China’s main technology industry regulator has urged telecommunications companies, internet of vehicles (IoV) manufacturers, and relevant service providers to ramp up data security, in a new regulatory push that could increase compliance costs for firms such as Tesla in China.

The Ministry of Industry and Information Technology (MIIT), one of China’s top government bodies overseeing the smart car industry, asked companies to carry out “network security compliance evaluations and risk assessments” on a regular basis to eliminate hidden risks in a timely manner, according to a notice published Thursday. Businesses are required to retain collected data for at least six months.

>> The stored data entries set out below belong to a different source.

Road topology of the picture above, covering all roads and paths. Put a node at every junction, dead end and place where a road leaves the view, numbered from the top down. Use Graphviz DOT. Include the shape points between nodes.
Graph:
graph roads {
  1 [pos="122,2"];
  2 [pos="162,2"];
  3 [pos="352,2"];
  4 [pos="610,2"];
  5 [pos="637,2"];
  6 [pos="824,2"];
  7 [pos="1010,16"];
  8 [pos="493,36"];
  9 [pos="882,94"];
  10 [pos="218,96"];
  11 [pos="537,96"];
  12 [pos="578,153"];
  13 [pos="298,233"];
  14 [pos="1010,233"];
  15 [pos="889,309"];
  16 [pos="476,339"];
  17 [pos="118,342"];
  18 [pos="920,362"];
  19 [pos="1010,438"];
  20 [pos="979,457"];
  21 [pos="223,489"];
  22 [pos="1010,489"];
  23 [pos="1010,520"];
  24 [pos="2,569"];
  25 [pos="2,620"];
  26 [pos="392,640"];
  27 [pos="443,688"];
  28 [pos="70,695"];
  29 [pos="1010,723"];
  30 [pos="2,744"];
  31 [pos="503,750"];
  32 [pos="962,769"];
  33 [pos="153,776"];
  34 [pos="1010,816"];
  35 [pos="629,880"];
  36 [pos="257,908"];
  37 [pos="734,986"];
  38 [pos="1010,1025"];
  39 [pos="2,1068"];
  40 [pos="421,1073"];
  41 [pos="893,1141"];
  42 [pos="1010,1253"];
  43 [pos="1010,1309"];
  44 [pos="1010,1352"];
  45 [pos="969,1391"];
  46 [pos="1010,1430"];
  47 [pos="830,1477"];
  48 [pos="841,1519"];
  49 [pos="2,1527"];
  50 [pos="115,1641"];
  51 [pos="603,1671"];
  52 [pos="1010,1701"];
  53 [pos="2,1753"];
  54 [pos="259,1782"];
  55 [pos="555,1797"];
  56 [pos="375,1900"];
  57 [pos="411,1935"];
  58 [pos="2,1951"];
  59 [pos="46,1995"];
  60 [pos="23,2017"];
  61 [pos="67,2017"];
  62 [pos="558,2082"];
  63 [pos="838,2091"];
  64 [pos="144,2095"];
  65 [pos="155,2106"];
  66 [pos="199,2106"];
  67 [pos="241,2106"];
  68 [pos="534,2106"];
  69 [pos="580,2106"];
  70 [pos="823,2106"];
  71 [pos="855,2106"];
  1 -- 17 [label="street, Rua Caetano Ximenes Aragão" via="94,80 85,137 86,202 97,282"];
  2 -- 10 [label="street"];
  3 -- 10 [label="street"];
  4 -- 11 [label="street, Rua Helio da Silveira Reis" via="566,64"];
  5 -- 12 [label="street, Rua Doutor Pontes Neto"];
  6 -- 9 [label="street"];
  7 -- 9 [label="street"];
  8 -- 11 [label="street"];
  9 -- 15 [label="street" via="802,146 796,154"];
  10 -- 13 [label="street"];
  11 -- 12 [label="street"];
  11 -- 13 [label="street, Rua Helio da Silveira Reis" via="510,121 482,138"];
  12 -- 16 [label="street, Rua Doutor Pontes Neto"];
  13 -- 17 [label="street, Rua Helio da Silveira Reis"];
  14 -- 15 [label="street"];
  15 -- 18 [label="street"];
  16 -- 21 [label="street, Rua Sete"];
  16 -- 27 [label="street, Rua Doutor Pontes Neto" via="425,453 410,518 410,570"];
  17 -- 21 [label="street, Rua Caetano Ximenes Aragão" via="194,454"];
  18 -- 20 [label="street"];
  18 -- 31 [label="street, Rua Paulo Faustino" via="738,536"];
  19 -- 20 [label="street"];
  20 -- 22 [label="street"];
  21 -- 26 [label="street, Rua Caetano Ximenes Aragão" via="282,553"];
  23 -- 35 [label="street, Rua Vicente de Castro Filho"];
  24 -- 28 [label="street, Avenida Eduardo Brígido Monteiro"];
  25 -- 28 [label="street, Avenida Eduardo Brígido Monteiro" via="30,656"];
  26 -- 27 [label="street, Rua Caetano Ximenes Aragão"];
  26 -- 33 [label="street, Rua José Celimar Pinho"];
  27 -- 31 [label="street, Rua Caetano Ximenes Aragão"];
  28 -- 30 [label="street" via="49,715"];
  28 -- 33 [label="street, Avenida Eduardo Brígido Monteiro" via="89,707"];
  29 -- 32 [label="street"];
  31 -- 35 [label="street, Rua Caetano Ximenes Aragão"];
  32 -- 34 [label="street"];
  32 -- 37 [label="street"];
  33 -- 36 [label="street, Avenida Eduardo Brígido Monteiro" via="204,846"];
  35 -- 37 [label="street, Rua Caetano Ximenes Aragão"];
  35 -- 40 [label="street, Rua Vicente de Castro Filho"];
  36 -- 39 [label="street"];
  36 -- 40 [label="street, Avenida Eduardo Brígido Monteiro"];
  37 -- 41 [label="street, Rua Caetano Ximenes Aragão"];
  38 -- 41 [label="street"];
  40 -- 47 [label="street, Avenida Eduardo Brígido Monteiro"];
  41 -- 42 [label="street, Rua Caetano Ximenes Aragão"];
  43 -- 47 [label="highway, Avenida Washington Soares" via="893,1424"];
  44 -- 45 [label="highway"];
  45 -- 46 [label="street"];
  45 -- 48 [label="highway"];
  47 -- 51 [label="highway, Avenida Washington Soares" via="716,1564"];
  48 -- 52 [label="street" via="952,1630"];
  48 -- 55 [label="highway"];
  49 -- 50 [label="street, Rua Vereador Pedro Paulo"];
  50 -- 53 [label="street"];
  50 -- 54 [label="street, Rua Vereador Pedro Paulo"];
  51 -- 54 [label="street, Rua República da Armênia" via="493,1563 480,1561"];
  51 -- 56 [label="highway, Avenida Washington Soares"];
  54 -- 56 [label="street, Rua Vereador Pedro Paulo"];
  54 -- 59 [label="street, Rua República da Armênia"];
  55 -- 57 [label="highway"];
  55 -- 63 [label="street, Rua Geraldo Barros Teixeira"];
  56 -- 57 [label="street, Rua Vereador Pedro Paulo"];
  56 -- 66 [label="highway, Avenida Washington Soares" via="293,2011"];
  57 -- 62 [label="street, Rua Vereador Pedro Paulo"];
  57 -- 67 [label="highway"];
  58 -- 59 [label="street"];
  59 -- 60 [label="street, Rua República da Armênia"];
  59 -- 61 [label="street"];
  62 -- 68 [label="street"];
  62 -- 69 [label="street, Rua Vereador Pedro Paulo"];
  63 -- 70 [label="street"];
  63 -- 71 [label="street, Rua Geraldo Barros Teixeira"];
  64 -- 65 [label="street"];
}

China’s drive to strengthen the management of data generated by increasingly intelligent vehicles is part of a broader national campaign to bolster the government’s control on digital data. Smart cars, which can record data related to the vehicles’ operation as well as road conditions and location information, are seen as a key area for regulation.

07:30

Why China is tightening control over cybersecurity

Why China is tightening control over cybersecurity

While Tesla has data centres in Shanghai to store data collected in China, some Chinese government and military compounds continue to ban the brand’s vehicles from entering.

Wednesday’s notice from the MIIT requires intelligent and connected vehicle (ICV) companies and IoV platform enterprises that send “important data” collected in China overseas to conduct data security assessments in accordance with laws and regulations. They also need to report to local regulators.

These companies, including state-owned China Mobile, China Unicom and China Telecom, are encouraged to make use of a security management platform run by MIIT to promote “cross-model, cross-facility, and cross-enterprise connection”.